What is needed:
Return every record verbatim.

Records for the task:
============================================================

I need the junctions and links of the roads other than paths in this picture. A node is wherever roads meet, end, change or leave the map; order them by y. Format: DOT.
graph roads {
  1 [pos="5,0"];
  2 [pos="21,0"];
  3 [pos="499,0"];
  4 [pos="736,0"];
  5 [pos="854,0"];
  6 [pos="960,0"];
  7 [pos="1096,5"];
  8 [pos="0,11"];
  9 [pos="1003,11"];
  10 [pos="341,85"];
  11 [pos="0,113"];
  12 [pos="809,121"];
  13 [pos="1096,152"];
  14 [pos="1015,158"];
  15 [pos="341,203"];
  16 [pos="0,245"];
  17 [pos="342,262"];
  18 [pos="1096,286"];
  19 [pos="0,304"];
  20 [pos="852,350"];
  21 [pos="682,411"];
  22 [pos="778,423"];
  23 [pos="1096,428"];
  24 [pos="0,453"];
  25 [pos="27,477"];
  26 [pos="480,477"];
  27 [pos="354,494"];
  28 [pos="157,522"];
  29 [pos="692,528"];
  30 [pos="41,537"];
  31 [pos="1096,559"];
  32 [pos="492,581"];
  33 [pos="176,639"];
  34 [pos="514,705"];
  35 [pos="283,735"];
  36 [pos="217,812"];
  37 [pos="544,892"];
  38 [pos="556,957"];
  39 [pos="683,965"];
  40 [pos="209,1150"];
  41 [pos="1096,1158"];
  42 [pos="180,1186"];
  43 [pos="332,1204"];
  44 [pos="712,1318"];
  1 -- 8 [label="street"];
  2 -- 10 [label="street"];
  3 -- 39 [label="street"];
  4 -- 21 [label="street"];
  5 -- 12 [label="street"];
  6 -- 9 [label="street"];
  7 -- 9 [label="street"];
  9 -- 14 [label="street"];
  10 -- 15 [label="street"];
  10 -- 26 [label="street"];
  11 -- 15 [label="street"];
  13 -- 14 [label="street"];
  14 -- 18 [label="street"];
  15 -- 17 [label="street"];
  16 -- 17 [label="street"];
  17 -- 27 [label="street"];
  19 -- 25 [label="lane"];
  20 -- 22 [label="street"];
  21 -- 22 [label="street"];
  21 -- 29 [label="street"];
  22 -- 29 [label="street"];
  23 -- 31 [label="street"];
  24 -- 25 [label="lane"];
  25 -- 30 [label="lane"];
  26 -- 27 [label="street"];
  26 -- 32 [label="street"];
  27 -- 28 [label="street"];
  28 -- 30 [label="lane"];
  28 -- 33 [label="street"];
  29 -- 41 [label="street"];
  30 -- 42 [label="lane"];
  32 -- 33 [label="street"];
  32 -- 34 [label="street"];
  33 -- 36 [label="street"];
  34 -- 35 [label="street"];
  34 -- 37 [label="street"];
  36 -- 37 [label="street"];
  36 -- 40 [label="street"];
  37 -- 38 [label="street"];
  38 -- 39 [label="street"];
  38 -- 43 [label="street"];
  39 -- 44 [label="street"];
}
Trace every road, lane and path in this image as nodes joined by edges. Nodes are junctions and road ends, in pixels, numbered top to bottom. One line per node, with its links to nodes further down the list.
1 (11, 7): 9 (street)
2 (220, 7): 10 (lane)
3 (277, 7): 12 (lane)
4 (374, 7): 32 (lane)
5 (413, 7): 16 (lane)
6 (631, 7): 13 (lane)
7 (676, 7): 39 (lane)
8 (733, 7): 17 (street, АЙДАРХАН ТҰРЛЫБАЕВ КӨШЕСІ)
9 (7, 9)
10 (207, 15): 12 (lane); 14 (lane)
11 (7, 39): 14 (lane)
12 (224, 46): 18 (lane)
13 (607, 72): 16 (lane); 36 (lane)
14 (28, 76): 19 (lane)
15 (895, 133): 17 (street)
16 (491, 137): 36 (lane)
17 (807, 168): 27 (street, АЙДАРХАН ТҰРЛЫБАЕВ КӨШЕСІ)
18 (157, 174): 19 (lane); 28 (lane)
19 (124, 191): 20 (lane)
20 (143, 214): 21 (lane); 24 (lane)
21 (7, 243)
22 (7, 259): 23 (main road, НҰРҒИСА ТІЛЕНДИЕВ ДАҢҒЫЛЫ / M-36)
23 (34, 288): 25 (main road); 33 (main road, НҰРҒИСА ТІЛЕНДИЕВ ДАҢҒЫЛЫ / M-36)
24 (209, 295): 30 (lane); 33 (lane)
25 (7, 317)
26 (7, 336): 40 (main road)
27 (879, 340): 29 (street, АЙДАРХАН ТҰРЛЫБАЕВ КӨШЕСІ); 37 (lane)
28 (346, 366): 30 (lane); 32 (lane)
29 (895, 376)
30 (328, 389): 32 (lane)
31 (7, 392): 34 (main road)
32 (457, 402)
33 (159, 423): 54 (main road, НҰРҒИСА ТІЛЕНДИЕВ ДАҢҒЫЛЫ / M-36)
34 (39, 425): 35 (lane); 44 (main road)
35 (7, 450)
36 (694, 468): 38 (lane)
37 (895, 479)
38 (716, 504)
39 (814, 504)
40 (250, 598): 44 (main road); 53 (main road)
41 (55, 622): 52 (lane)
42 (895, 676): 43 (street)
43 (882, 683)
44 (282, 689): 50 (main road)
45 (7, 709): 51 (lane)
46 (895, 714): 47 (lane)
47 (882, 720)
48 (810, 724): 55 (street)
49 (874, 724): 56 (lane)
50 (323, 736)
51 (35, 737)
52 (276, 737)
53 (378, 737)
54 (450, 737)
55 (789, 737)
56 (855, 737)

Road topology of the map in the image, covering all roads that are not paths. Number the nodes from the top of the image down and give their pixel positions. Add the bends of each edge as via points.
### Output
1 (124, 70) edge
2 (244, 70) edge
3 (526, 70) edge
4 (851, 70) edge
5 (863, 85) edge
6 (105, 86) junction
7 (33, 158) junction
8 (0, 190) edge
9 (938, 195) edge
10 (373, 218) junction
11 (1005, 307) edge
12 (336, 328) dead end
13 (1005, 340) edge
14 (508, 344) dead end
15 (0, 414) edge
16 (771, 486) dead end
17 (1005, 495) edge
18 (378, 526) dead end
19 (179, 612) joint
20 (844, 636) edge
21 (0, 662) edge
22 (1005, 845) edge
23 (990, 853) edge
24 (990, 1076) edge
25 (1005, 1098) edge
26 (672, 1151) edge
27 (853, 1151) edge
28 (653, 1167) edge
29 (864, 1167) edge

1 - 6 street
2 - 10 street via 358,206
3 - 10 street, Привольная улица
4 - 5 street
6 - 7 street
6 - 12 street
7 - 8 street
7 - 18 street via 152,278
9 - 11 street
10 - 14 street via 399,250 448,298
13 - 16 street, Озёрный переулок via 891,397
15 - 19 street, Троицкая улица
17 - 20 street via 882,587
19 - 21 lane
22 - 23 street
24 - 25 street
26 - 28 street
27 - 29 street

============================================================

Solution below:
I need the junctions and links of the roads other than paths in this picture. A node is wherever roads meet, end, change or leave the map; order them by y. Format: DOT.
graph roads {
  1 [pos="5,0"];
  2 [pos="21,0"];
  3 [pos="499,0"];
  4 [pos="736,0"];
  5 [pos="854,0"];
  6 [pos="960,0"];
  7 [pos="1096,5"];
  8 [pos="0,11"];
  9 [pos="1003,11"];
  10 [pos="341,85"];
  11 [pos="0,113"];
  12 [pos="809,121"];
  13 [pos="1096,152"];
  14 [pos="1015,158"];
  15 [pos="341,203"];
  16 [pos="0,245"];
  17 [pos="342,262"];
  18 [pos="1096,286"];
  19 [pos="0,304"];
  20 [pos="852,350"];
  21 [pos="682,411"];
  22 [pos="778,423"];
  23 [pos="1096,428"];
  24 [pos="0,453"];
  25 [pos="27,477"];
  26 [pos="480,477"];
  27 [pos="354,494"];
  28 [pos="157,522"];
  29 [pos="692,528"];
  30 [pos="41,537"];
  31 [pos="1096,559"];
  32 [pos="492,581"];
  33 [pos="176,639"];
  34 [pos="514,705"];
  35 [pos="283,735"];
  36 [pos="217,812"];
  37 [pos="544,892"];
  38 [pos="556,957"];
  39 [pos="683,965"];
  40 [pos="209,1150"];
  41 [pos="1096,1158"];
  42 [pos="180,1186"];
  43 [pos="332,1204"];
  44 [pos="712,1318"];
  1 -- 8 [label="street"];
  2 -- 10 [label="street"];
  3 -- 39 [label="street"];
  4 -- 21 [label="street"];
  5 -- 12 [label="street"];
  6 -- 9 [label="street"];
  7 -- 9 [label="street"];
  9 -- 14 [label="street"];
  10 -- 15 [label="street"];
  10 -- 26 [label="street"];
  11 -- 15 [label="street"];
  13 -- 14 [label="street"];
  14 -- 18 [label="street"];
  15 -- 17 [label="street"];
  16 -- 17 [label="street"];
  17 -- 27 [label="street"];
  19 -- 25 [label="lane"];
  20 -- 22 [label="street"];
  21 -- 22 [label="street"];
  21 -- 29 [label="street"];
  22 -- 29 [label="street"];
  23 -- 31 [label="street"];
  24 -- 25 [label="lane"];
  25 -- 30 [label="lane"];
  26 -- 27 [label="street"];
  26 -- 32 [label="street"];
  27 -- 28 [label="street"];
  28 -- 30 [label="lane"];
  28 -- 33 [label="street"];
  29 -- 41 [label="street"];
  30 -- 42 [label="lane"];
  32 -- 33 [label="street"];
  32 -- 34 [label="street"];
  33 -- 36 [label="street"];
  34 -- 35 [label="street"];
  34 -- 37 [label="street"];
  36 -- 37 [label="street"];
  36 -- 40 [label="street"];
  37 -- 38 [label="street"];
  38 -- 39 [label="street"];
  38 -- 43 [label="street"];
  39 -- 44 [label="street"];
}
Trace every road, lane and path in this image as nodes joined by edges. Nodes are junctions and road ends, in pixels, numbered top to bottom. One line per node, with its links to nodes further down the list.
1 (11, 7): 9 (street)
2 (220, 7): 10 (lane)
3 (277, 7): 12 (lane)
4 (374, 7): 32 (lane)
5 (413, 7): 16 (lane)
6 (631, 7): 13 (lane)
7 (676, 7): 39 (lane)
8 (733, 7): 17 (street, АЙДАРХАН ТҰРЛЫБАЕВ КӨШЕСІ)
9 (7, 9)
10 (207, 15): 12 (lane); 14 (lane)
11 (7, 39): 14 (lane)
12 (224, 46): 18 (lane)
13 (607, 72): 16 (lane); 36 (lane)
14 (28, 76): 19 (lane)
15 (895, 133): 17 (street)
16 (491, 137): 36 (lane)
17 (807, 168): 27 (street, АЙДАРХАН ТҰРЛЫБАЕВ КӨШЕСІ)
18 (157, 174): 19 (lane); 28 (lane)
19 (124, 191): 20 (lane)
20 (143, 214): 21 (lane); 24 (lane)
21 (7, 243)
22 (7, 259): 23 (main road, НҰРҒИСА ТІЛЕНДИЕВ ДАҢҒЫЛЫ / M-36)
23 (34, 288): 25 (main road); 33 (main road, НҰРҒИСА ТІЛЕНДИЕВ ДАҢҒЫЛЫ / M-36)
24 (209, 295): 30 (lane); 33 (lane)
25 (7, 317)
26 (7, 336): 40 (main road)
27 (879, 340): 29 (street, АЙДАРХАН ТҰРЛЫБАЕВ КӨШЕСІ); 37 (lane)
28 (346, 366): 30 (lane); 32 (lane)
29 (895, 376)
30 (328, 389): 32 (lane)
31 (7, 392): 34 (main road)
32 (457, 402)
33 (159, 423): 54 (main road, НҰРҒИСА ТІЛЕНДИЕВ ДАҢҒЫЛЫ / M-36)
34 (39, 425): 35 (lane); 44 (main road)
35 (7, 450)
36 (694, 468): 38 (lane)
37 (895, 479)
38 (716, 504)
39 (814, 504)
40 (250, 598): 44 (main road); 53 (main road)
41 (55, 622): 52 (lane)
42 (895, 676): 43 (street)
43 (882, 683)
44 (282, 689): 50 (main road)
45 (7, 709): 51 (lane)
46 (895, 714): 47 (lane)
47 (882, 720)
48 (810, 724): 55 (street)
49 (874, 724): 56 (lane)
50 (323, 736)
51 (35, 737)
52 (276, 737)
53 (378, 737)
54 (450, 737)
55 (789, 737)
56 (855, 737)

Road topology of the map in the image, covering all roads that are not paths. Number the nodes from the top of the image down and give their pixel positions. Add the bends of each edge as via points.
### Output
1 (124, 70) edge
2 (244, 70) edge
3 (526, 70) edge
4 (851, 70) edge
5 (863, 85) edge
6 (105, 86) junction
7 (33, 158) junction
8 (0, 190) edge
9 (938, 195) edge
10 (373, 218) junction
11 (1005, 307) edge
12 (336, 328) dead end
13 (1005, 340) edge
14 (508, 344) dead end
15 (0, 414) edge
16 (771, 486) dead end
17 (1005, 495) edge
18 (378, 526) dead end
19 (179, 612) joint
20 (844, 636) edge
21 (0, 662) edge
22 (1005, 845) edge
23 (990, 853) edge
24 (990, 1076) edge
25 (1005, 1098) edge
26 (672, 1151) edge
27 (853, 1151) edge
28 (653, 1167) edge
29 (864, 1167) edge

1 - 6 street
2 - 10 street via 358,206
3 - 10 street, Привольная улица
4 - 5 street
6 - 7 street
6 - 12 street
7 - 8 street
7 - 18 street via 152,278
9 - 11 street
10 - 14 street via 399,250 448,298
13 - 16 street, Озёрный переулок via 891,397
15 - 19 street, Троицкая улица
17 - 20 street via 882,587
19 - 21 lane
22 - 23 street
24 - 25 street
26 - 28 street
27 - 29 street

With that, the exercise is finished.